Before, when I was afraid of my allergies and food sensitivities, I stressed out about traveling. I was worried that restaurants would find my questions annoying or that there would just be no options. But? No matter where I go, or what I do, I never, ever go hungry.
I’ve had a bunch of opportunities to feast on desserts during my stay, but I haven’t been in the mood. It might have something to do with all of the last-minute dessert baking I was doing in preparation for my Christmas dessert cookbook launch (coming this Tuesday!) or, that I made (and ate) this pie the day before I left for my trip.
Note the emphasis on made AND ate. Yeh. Kevin and I polished off this bad boy in a day.
Pie for breakfast?
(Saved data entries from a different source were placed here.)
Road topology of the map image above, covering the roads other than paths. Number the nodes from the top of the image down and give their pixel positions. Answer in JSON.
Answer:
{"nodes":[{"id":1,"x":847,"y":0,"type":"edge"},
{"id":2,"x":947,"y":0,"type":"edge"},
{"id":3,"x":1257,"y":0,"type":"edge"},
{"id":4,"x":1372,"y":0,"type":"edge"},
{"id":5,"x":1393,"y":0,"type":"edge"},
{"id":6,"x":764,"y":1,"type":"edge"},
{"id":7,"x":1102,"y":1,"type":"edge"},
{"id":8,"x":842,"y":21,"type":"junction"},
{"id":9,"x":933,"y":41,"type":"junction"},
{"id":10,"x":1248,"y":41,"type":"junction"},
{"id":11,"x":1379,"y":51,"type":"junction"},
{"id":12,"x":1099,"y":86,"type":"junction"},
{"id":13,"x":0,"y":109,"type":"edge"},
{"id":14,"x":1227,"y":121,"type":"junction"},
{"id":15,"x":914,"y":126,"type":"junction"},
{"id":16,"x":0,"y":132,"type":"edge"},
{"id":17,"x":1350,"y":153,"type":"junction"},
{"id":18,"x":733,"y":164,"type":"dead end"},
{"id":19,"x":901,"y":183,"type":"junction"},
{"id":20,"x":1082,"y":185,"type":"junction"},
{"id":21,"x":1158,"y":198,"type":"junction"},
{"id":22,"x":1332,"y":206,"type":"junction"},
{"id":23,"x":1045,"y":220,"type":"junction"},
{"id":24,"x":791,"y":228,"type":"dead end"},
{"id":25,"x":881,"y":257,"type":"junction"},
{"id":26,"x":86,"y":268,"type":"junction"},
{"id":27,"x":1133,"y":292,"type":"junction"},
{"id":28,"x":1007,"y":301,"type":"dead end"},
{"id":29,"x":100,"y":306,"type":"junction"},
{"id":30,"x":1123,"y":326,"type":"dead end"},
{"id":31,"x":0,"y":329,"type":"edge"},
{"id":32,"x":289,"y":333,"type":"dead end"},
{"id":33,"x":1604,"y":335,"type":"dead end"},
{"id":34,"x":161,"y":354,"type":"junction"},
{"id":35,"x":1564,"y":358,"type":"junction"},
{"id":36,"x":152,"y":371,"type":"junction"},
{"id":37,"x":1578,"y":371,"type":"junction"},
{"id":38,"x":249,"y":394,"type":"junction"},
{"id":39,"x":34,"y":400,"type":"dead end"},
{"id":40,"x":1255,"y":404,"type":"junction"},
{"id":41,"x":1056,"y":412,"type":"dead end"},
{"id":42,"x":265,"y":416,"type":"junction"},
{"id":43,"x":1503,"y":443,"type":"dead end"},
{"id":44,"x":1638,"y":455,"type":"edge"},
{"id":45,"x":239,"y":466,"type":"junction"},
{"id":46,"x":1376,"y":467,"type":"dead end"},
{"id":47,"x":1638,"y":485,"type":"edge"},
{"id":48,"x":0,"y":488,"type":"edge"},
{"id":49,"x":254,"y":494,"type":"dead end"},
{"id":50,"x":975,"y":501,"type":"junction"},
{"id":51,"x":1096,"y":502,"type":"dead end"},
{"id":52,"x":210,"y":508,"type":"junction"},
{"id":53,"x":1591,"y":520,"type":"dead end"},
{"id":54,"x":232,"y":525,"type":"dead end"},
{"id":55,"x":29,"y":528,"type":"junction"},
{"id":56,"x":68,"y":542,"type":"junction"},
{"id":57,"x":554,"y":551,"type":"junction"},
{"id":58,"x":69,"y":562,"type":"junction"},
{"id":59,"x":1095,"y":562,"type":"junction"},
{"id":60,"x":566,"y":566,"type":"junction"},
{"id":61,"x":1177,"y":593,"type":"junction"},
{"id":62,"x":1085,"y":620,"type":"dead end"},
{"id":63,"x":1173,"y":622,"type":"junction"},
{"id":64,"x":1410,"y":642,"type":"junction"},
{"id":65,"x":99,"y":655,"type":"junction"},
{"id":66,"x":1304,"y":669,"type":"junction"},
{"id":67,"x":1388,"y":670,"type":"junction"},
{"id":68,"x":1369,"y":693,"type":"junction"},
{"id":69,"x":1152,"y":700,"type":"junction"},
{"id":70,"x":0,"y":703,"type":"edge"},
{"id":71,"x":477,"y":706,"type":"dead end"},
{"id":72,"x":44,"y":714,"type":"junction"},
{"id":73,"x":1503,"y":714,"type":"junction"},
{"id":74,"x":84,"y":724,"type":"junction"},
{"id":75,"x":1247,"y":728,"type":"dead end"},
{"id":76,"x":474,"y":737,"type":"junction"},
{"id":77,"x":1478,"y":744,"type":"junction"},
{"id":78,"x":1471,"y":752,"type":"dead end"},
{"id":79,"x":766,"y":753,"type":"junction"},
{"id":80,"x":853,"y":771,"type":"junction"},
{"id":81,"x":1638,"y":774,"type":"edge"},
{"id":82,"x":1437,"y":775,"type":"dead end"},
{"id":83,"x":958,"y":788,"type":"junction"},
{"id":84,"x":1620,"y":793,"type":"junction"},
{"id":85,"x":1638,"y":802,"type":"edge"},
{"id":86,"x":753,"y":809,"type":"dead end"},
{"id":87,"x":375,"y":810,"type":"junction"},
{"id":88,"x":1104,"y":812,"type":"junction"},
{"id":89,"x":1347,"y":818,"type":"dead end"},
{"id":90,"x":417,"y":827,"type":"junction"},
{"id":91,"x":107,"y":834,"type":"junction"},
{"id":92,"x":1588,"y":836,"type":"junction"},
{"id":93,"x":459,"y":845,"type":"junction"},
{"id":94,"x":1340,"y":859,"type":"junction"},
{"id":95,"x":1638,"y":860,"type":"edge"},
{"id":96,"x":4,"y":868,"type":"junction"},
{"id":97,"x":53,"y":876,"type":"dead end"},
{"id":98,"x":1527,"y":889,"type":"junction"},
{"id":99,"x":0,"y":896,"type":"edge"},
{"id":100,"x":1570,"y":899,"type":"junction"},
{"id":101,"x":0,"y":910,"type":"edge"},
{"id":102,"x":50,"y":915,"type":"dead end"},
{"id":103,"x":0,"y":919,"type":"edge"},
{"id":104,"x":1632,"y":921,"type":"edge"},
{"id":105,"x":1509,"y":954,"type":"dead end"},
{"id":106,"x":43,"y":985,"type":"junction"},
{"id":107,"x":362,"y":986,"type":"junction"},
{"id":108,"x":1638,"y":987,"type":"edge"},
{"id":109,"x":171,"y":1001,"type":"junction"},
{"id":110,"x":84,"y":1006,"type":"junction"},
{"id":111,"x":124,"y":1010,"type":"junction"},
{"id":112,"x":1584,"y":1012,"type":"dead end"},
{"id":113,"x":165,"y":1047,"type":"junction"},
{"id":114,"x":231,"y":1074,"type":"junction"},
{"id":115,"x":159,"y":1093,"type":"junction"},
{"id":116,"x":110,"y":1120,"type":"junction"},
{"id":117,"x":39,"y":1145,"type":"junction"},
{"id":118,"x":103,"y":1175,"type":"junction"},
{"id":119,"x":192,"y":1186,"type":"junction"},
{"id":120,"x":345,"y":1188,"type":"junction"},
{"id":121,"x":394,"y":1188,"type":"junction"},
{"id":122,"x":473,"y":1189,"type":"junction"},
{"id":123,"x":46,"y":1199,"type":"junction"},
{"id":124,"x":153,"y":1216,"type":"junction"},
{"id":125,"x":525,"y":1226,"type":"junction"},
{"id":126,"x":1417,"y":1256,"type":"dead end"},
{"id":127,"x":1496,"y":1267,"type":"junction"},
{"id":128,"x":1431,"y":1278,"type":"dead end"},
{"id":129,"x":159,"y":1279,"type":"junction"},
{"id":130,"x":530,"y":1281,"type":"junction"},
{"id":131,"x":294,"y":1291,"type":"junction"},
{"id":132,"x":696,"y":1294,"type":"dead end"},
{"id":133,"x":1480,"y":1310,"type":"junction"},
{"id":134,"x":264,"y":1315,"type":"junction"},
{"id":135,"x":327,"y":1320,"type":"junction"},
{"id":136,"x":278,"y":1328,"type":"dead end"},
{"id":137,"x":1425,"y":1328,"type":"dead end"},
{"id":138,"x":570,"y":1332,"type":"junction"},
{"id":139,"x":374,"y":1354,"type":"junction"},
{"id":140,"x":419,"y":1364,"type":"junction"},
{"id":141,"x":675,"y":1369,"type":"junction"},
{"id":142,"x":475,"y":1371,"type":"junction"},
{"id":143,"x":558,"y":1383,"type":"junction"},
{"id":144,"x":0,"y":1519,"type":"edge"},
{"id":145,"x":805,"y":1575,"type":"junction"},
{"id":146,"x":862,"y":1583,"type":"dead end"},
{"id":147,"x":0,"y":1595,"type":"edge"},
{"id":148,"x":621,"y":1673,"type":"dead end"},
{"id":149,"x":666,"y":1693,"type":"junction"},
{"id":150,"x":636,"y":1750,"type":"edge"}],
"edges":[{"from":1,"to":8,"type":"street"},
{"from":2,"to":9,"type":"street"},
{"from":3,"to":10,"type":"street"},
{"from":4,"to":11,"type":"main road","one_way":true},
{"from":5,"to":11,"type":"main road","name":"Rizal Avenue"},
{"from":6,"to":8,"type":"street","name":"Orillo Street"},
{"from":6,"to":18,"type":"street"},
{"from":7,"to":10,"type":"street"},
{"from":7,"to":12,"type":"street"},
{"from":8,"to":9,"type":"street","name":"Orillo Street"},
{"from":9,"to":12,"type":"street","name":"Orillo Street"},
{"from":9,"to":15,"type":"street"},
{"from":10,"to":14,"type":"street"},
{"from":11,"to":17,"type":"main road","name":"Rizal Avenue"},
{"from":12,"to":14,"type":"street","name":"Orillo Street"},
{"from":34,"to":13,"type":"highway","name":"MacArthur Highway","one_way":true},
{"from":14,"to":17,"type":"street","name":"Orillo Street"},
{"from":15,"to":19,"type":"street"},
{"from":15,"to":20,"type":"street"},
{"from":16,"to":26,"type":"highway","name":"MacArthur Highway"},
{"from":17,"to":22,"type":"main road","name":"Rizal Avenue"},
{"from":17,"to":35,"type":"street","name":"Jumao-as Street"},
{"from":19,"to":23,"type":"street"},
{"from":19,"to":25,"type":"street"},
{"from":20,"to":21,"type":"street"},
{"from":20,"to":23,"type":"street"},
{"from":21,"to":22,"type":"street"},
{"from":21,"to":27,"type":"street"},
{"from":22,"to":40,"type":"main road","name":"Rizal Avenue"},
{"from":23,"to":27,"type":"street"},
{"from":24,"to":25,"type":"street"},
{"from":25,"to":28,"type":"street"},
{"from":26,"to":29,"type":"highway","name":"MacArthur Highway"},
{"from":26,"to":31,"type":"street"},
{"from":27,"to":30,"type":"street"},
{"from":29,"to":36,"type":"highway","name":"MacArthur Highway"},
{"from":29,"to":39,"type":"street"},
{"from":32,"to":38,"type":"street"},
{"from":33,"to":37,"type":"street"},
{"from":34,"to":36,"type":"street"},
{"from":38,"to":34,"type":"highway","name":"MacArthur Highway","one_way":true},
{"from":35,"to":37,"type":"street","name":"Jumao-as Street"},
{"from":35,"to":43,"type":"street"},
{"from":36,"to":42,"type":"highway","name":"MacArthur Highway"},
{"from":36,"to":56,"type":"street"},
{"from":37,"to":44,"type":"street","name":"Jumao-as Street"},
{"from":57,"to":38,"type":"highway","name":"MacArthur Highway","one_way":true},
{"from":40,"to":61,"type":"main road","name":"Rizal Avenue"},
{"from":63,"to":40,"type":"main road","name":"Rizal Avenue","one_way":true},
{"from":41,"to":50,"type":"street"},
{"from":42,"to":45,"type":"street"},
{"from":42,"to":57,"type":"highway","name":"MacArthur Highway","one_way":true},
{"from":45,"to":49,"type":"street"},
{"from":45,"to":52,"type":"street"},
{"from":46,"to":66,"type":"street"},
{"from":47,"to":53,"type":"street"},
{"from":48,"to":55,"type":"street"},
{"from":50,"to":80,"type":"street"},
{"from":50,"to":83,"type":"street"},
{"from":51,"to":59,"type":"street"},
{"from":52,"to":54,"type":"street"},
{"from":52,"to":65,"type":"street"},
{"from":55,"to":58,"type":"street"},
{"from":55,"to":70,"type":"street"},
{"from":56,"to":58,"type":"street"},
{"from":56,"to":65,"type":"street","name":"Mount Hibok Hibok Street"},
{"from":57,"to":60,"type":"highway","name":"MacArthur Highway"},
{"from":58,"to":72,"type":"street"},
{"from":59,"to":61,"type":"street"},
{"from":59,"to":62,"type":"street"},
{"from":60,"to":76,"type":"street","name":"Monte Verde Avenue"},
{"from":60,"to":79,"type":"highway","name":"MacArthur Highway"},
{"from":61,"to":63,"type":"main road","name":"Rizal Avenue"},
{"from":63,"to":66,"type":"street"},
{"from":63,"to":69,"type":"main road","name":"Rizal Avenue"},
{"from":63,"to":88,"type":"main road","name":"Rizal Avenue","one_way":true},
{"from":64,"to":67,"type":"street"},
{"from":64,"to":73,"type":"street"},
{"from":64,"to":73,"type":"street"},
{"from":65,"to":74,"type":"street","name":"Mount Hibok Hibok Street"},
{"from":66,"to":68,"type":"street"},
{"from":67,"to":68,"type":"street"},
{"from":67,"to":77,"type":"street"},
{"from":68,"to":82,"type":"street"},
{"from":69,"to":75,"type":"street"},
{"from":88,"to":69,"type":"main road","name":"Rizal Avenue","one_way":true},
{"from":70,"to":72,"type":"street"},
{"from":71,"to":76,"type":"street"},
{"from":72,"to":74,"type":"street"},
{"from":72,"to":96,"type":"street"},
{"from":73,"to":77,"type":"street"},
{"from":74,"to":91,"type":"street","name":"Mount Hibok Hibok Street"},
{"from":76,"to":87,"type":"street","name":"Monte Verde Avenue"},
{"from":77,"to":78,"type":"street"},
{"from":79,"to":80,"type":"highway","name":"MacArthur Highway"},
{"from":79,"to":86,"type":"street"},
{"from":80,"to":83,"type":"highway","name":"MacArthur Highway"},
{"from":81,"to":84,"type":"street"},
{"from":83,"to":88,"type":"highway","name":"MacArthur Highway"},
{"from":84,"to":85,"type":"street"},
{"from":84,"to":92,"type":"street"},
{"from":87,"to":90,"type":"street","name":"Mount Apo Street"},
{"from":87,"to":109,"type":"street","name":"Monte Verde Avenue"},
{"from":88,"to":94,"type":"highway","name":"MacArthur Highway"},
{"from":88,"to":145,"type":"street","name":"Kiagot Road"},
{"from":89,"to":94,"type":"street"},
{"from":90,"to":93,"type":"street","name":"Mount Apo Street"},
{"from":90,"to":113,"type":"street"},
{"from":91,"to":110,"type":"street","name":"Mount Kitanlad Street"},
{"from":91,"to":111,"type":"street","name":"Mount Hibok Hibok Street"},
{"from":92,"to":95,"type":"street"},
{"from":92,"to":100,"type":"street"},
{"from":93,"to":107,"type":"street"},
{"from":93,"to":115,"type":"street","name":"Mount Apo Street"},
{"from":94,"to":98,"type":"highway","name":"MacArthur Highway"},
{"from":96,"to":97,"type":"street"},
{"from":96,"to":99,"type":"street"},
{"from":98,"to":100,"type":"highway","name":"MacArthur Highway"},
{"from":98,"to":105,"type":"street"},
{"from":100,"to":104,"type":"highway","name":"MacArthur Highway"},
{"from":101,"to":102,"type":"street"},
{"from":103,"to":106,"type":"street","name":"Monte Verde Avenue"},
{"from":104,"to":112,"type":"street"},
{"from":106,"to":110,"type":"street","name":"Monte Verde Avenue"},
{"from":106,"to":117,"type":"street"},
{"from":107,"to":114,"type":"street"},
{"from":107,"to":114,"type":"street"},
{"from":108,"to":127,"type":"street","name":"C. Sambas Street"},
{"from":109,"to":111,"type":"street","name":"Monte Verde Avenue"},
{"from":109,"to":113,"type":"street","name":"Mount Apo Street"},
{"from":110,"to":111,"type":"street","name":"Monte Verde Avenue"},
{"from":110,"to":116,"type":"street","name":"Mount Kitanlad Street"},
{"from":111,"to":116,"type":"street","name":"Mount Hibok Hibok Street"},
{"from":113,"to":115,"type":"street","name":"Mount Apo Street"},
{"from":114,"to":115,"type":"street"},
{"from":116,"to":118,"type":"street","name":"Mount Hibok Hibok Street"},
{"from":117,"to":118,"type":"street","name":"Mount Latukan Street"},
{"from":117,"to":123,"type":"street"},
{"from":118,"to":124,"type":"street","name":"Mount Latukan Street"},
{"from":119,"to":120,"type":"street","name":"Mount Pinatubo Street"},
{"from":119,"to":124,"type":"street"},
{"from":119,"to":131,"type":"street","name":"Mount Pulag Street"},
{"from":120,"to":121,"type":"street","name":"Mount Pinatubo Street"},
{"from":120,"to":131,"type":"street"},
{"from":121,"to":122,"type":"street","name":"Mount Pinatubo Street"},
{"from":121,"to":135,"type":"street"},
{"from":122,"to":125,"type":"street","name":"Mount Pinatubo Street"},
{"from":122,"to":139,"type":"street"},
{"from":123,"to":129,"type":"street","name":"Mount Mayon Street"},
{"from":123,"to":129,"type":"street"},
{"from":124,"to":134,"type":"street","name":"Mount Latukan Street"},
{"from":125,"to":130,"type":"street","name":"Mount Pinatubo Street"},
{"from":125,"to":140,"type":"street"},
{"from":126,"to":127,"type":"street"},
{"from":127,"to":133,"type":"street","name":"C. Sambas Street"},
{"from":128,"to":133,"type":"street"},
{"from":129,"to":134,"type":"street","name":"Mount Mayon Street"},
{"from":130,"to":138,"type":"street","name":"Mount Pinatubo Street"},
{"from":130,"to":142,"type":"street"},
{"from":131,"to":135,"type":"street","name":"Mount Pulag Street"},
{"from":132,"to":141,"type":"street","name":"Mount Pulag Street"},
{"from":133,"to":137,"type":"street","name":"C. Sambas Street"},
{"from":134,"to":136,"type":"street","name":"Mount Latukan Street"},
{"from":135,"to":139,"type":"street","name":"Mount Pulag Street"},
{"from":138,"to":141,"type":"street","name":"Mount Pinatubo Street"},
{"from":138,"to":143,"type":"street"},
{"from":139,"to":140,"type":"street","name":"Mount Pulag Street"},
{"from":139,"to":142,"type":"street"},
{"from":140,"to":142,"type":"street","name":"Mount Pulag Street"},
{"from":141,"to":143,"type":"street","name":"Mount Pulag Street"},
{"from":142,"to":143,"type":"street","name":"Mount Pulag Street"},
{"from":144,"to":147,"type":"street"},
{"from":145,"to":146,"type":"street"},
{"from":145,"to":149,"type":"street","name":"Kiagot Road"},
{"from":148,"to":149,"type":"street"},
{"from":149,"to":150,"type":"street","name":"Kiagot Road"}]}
Totally acceptable when there’s no crust. It’s practically a smoothie… just thicker… and sweeter.
Preheat oven to 325F and lightly oil a 9-inch pie plate with a dab of coconut oil.
Combine pie ingredients in a large bowl and whisk to combine.
Pour into the prepared pie plate and set aside.
Add topping ingredients to a small bowl and stir until the nuts are coated. Sprinkle the mixture over top of the pie.
Bake in preheated oven for 55-60 minutes or until toothpick inserted comes out clean.
Remove from the oven, allow to cool for 1 hour. Cover and place in the fridge overnight to chill.
Serve with a drizzle of full-fat coconut milk.
Protein Powder - I used unflavored, nonGMO, gluten-free soy protein powder as I have been diagnosed with low estrogen and soy helps me increase my levels. You can use whatever protein powder you'd like to here. I would recommend unflavored so that it doesn't affect the taste. Alternatively, you could use something like coconut flour, almond flour or perhaps ground flax seed as a replacement.
Eggs - sorry, I didn't test this recipe without eggs. You could try replacing the eggs with chia seeds (2 teaspoons ground chia with 2 tablespoons of water for every egg in the recipe) but I'm not sure it would work. If you give it a try, let me know how it goes!